From the entries that follow, list every line in which the string "junction" appears.

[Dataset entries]
****************
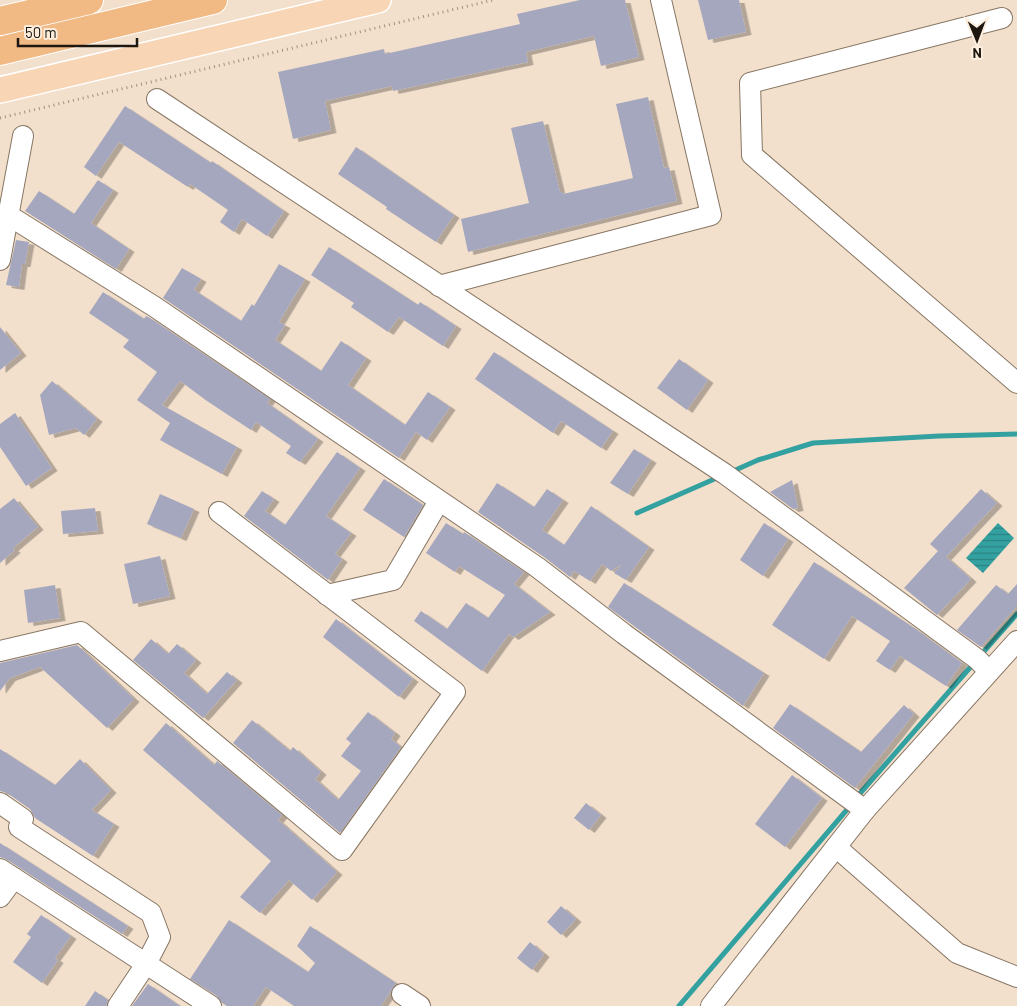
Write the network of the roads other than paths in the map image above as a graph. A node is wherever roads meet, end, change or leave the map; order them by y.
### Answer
1 (89, 0) edge
2 (213, 0) edge
3 (378, 0) edge
4 (661, 0) edge
5 (1002, 18) dead end
6 (0, 21) edge
7 (0, 51) edge
8 (0, 90) edge
9 (157, 99) dead end
10 (23, 136) dead end
11 (8, 215) junction
12 (0, 260) edge
13 (439, 286) junction
14 (1017, 383) edge
15 (439, 500) junction
16 (219, 512) dead end
17 (327, 595) junction
18 (1017, 641) edge
19 (0, 651) edge
20 (989, 671) junction
21 (0, 804) edge
22 (857, 804) junction
23 (836, 847) junction
24 (7, 873) edge
25 (0, 897) edge
26 (146, 964) junction
27 (1017, 978) edge
28 (402, 994) dead end
29 (713, 1005) edge
30 (118, 1006) edge
31 (211, 1006) edge
32 (420, 1006) edge

1 - 6 highway
2 - 7 highway
3 - 8 main road
4 - 13 street
5 - 14 street
9 - 13 street
10 - 11 street
11 - 12 street
11 - 15 street
13 - 20 street
15 - 17 street
15 - 22 street
16 - 17 street
17 - 19 street
18 - 20 street
20 - 22 street
21 - 26 street
22 - 23 street
23 - 27 street
23 - 29 street
24 - 25 street
24 - 26 street
26 - 30 street
26 - 31 street
28 - 32 street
****************
▶ [Your solution]
11 (8, 215) junction
13 (439, 286) junction
15 (439, 500) junction
17 (327, 595) junction
20 (989, 671) junction
22 (857, 804) junction
23 (836, 847) junction
26 (146, 964) junction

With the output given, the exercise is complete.